Work to be completed.
Reproduce all of the entries below exactly, without images.

[Images with keypoint coordinates]
= Beginning of Section =
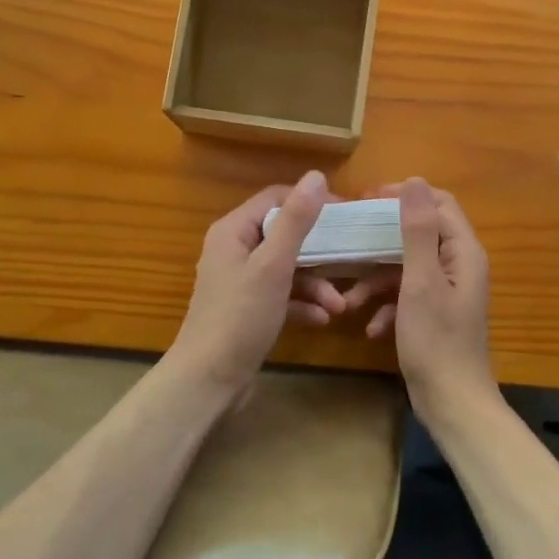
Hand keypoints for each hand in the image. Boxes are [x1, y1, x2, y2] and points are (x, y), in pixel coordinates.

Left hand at [172, 171, 347, 389]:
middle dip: (319, 251)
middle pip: (284, 234)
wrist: (208, 382)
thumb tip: (317, 176)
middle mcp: (234, 250)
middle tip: (351, 258)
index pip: (276, 198)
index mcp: (234, 231)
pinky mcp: (248, 309)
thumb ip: (296, 220)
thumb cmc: (240, 317)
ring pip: (287, 268)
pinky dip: (302, 303)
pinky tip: (322, 319)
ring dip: (315, 283)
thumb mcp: (273, 265)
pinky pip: (282, 295)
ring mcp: (241, 281)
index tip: (345, 215)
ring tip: (340, 305)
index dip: (310, 202)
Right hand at [366, 178, 495, 421]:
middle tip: (351, 239)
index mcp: (463, 252)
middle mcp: (459, 266)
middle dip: (383, 239)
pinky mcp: (434, 314)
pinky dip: (387, 306)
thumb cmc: (436, 340)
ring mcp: (447, 291)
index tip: (368, 200)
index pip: (439, 203)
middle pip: (420, 234)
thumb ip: (417, 230)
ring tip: (350, 299)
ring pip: (407, 268)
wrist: (452, 404)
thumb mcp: (420, 281)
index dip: (405, 196)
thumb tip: (414, 181)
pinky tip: (371, 328)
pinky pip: (407, 296)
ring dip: (378, 280)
= End of Section =
Answer below.
Hand keypoints for each hand in the image. Boxes are [x1, y1, x2, y2] and points are (x, y), in pixel coordinates.

Left hand at [172, 171, 347, 389]:
middle dip: (319, 251)
middle pip: (284, 234)
wrist: (208, 382)
thumb tip: (317, 176)
middle mcp: (234, 250)
middle tip: (351, 258)
index pip: (276, 198)
index mcp: (234, 231)
pinky mcp: (248, 309)
thumb ip: (296, 220)
thumb cmc: (240, 317)
ring pip: (287, 268)
pinky dip: (302, 303)
pinky tip: (322, 319)
ring dip: (315, 283)
thumb mcp: (273, 265)
pinky pip: (282, 295)
ring mcp: (241, 281)
index tip: (345, 215)
ring tip: (340, 305)
index dip: (310, 202)
Right hand at [366, 178, 495, 421]:
middle tip: (351, 239)
index mcp: (463, 252)
middle mcp: (459, 266)
middle dip: (383, 239)
pinky mcp: (434, 314)
pinky dip: (387, 306)
thumb cmc: (436, 340)
ring mcp: (447, 291)
index tip: (368, 200)
index pip: (439, 203)
middle pip: (420, 234)
thumb ip: (417, 230)
ring tip: (350, 299)
ring pip: (407, 268)
wrist: (452, 404)
thumb mcp: (420, 281)
index dip: (405, 196)
thumb tip: (414, 181)
pinky tip: (371, 328)
pinky pip: (407, 296)
ring dip: (378, 280)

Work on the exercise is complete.